Subsequently withdrawals for those holding accounts were capped at €2,500 per week. BPA's assets were nominally assessed at €3 bn., far exceeding the Andorran Government's annual budget of €400m. Should the bank fail it would be virtually impossible for the government to support it, meaning it would have to be sold or put into administration. The situation has also raised questions about the solvency of the province's other major banks.

The non-toxic assets of the bank were put into newly created Vall Banc, which was sold to J.C. Flowers in 2017.

There are more than 500 depositors of the bank who have grouped together around PLATAFORMA D'AFECTATS BPA and are initiating a class action against the government of Andorra (specifically INAF) for alleged mismanagement and gross misconduct in their management of BPA.

INAFs management engaged PriceWaterhouseCoopers (PWC) to carry out an audit of the banks depositors to separate good clients from bad. The fee negotiated for this service was 30 million Euros and was paid directly to PWC. Such an amount represents 14% of the BPA Group's total available assets, an amount disputed by depositors on the class action forum.

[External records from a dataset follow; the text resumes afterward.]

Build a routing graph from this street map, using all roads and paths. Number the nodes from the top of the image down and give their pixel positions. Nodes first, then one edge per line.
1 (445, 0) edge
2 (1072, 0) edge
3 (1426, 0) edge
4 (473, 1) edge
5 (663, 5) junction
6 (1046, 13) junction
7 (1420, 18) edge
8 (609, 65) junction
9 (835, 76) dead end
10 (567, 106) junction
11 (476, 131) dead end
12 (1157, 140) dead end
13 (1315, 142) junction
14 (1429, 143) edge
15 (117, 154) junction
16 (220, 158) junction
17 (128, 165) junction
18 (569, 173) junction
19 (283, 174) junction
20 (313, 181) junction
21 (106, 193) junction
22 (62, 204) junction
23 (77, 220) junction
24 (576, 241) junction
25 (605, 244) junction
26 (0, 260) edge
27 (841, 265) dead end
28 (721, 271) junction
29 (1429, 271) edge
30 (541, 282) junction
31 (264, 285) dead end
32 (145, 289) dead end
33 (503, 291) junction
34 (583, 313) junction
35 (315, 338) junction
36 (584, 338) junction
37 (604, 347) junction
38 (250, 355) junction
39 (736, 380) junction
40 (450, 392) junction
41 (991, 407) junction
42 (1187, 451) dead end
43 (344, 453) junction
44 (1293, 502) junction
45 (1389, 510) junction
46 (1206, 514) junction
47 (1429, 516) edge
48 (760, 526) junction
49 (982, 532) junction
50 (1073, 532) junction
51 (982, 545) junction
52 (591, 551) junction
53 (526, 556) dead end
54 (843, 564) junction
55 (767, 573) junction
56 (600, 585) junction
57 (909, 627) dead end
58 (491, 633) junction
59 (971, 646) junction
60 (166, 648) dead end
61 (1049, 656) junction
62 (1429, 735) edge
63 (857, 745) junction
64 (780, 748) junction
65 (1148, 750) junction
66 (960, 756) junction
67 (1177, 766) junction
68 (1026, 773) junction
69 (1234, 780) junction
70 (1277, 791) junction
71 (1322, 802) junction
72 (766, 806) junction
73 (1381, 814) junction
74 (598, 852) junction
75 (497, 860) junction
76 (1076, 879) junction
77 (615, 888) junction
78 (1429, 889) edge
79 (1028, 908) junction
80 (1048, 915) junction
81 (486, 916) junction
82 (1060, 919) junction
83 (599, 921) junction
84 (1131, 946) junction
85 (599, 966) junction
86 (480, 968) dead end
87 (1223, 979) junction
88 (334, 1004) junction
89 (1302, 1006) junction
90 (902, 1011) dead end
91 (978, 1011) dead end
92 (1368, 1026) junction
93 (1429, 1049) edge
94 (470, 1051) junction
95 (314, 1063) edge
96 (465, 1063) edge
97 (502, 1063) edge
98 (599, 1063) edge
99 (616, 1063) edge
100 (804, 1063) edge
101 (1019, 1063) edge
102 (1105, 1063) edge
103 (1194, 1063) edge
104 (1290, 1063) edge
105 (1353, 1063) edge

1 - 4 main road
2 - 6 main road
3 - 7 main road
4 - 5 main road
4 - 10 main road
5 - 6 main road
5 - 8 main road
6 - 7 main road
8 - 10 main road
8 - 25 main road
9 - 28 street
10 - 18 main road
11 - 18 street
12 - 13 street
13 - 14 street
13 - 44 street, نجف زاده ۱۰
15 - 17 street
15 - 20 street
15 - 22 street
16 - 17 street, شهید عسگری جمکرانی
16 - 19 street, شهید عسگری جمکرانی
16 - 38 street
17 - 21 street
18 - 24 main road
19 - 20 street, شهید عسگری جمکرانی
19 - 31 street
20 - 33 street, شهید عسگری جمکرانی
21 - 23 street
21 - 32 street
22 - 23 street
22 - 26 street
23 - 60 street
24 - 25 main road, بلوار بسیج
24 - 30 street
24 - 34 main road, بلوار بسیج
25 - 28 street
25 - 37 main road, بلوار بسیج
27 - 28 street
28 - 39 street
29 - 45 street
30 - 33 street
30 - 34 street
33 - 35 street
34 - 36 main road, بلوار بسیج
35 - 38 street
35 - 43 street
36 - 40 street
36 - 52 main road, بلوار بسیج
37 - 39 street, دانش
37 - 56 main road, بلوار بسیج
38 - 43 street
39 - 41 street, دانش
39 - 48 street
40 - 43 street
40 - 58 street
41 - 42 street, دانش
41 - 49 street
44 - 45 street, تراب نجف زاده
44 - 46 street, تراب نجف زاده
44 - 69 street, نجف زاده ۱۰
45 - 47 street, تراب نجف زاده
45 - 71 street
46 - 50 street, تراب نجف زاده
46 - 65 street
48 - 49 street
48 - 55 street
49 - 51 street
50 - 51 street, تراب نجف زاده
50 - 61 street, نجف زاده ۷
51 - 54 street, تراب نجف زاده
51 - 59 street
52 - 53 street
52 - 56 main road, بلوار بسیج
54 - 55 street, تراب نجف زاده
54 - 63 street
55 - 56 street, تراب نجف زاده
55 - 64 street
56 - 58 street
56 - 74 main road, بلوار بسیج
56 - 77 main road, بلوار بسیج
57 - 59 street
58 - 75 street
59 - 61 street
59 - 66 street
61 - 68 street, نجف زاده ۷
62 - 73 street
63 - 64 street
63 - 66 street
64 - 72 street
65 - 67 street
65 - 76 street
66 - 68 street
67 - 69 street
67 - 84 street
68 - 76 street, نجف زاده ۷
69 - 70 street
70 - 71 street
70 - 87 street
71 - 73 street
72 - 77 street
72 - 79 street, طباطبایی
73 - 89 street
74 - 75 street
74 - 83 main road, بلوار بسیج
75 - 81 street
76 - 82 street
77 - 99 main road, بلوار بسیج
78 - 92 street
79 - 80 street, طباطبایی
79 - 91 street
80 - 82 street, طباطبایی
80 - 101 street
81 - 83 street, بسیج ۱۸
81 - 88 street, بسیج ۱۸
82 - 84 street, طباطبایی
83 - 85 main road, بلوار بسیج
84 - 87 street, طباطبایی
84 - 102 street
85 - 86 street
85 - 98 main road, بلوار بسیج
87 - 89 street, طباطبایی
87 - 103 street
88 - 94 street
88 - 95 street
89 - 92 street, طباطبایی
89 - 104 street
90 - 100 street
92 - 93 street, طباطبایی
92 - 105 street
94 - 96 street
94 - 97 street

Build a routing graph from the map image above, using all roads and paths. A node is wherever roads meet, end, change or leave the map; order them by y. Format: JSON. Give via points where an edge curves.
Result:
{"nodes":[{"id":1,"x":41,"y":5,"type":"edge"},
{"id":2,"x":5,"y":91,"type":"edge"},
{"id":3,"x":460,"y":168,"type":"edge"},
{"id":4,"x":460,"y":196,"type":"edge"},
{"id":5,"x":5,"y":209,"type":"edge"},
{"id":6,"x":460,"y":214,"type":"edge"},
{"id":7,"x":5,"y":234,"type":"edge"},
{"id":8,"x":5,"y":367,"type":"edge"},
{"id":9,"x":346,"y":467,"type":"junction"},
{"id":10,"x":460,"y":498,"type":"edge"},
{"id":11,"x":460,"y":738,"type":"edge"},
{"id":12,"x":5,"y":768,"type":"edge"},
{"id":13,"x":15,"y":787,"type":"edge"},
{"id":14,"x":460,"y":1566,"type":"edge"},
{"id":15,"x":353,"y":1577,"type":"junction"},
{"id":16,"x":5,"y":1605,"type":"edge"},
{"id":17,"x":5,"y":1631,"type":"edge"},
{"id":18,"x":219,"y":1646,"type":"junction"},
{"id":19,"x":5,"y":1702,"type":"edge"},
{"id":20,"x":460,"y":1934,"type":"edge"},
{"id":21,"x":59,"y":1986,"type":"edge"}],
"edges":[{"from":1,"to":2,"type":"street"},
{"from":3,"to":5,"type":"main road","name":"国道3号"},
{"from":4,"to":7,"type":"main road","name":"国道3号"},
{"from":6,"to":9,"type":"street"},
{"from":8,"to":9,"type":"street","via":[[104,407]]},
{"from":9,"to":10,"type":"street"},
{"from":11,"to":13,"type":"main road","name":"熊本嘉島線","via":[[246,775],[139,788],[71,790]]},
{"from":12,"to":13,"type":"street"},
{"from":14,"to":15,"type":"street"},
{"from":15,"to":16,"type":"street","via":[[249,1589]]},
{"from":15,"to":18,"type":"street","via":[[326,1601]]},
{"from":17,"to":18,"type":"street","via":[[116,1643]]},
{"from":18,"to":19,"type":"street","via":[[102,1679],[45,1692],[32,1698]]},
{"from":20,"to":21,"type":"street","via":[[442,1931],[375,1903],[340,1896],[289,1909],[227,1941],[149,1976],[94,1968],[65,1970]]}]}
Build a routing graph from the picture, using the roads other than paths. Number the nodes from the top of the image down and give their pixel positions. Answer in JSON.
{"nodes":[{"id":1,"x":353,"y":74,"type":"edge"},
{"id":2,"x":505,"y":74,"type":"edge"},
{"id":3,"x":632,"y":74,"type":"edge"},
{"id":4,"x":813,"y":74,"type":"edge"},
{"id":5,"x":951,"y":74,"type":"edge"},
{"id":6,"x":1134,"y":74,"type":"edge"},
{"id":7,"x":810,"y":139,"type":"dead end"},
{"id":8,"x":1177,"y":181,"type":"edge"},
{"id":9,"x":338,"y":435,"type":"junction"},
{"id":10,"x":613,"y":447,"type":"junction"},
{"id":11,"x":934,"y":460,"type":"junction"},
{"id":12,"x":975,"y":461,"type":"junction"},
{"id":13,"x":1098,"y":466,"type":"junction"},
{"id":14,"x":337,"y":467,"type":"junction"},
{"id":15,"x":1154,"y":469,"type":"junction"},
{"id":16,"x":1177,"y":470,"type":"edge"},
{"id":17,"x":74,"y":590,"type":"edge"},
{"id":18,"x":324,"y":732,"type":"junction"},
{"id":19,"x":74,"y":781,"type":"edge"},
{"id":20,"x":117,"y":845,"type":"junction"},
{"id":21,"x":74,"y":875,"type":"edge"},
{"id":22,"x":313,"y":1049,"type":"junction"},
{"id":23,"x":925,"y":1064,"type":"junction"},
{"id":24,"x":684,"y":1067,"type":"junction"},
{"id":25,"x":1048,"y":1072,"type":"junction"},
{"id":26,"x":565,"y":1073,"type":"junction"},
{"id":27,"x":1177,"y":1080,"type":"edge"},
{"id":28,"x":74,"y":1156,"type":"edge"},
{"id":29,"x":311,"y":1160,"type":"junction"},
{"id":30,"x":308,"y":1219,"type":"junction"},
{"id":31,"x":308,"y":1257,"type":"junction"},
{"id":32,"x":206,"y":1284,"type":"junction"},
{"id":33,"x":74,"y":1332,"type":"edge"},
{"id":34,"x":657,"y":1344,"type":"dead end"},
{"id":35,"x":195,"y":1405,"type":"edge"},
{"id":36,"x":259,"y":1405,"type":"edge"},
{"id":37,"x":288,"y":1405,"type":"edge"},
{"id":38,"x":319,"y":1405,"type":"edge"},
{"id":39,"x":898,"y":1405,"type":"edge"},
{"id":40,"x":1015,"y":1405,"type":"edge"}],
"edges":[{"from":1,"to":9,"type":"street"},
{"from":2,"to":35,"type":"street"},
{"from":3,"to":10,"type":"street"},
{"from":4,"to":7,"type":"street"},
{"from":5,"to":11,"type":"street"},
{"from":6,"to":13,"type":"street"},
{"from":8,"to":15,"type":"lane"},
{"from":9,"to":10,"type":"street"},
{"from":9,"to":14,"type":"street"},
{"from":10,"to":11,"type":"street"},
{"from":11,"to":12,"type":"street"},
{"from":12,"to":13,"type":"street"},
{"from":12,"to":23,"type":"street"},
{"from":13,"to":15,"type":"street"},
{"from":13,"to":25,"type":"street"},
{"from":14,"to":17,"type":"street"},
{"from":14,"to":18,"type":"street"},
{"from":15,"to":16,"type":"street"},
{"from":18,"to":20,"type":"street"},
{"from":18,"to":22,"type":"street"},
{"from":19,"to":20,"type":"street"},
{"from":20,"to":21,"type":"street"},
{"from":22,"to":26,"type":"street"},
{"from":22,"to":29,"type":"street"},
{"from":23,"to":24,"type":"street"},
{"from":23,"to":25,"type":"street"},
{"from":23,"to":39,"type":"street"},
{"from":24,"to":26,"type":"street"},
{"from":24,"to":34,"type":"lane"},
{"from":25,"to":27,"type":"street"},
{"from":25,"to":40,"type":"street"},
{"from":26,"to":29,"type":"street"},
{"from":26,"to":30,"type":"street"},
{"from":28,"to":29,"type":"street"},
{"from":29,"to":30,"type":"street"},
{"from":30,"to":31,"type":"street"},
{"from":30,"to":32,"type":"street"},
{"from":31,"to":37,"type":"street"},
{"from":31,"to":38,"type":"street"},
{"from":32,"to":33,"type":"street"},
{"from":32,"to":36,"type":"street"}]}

==Additional money laundering investigations==

Before the bank’s takeover in 2015, multiple independent audits found no evidence of money laundering activity at BPA. These audits were conducted by Deloitte, KPMG, and UIFAND. FinCEN rescinded its own money laundering warning in 2016.

Between 2017 and 2019, Spanish Courts dismissed multiple cases against BPA, finding it not guilty of money laundering, raising questions about whether the Spanish government provided U.S. authorities with false or misleading information to trigger the FinCEN money laundering alert against BPA.

== Subsidiaries ==
BPA had subsidiaries in six different countries:
- In Andorra: Banca Privada d'Andorra, SA
- In Spain: Banco Madrid, S.A. BMGA SGIIC, S.A.U, Interdin Bolsa, S.V., S.A.
- In Switzerland: BPA-IPWM S.A.
- In Luxembourg: BPA Financing S.àr.l.
- In Panama: Banca Privada d'Andorra (Panamá), S.A., BPA Valores S.A.
- In Uruguay: Noswey, S.A.

== Asset management ==
At the end of 2013, the BPA Group's total volume of assets under management had reached 7,074 million euros, of which 3,660 million corresponded to its activities in the Spanish market through its subsidiary Banco Madrid.

== Corporate responsibility ==
In 2013 BPA earmarked 21.02% of its profits to activities related to corporate responsibility in the economic, social and environmental fields. Social initiatives, which include employment aspects, community programs and sports activities represent 94.54% of the resources that BPA intended for corporate responsibility. In 2013, the Group got ratified its certification as a Family Responsible Company awarded by the Fundación Másfamilia, with the approval of the Spanish Ministry of Health, Social Policies and Equality.

BPA performed most of its corporate responsibility activities through the Private Foundation Banca Privada d'Andorra, a not-for-profit organization that was founded in 2008 with the objective of encouraging projects and services to improve the lives of citizens, from welfare, social, employment and environmental perspective. The Foundation promotes its own projects and other initiatives in collaboration with Andorran associations and entities, and its priority actions include the integration of vulnerable groups and training professionals in the social field.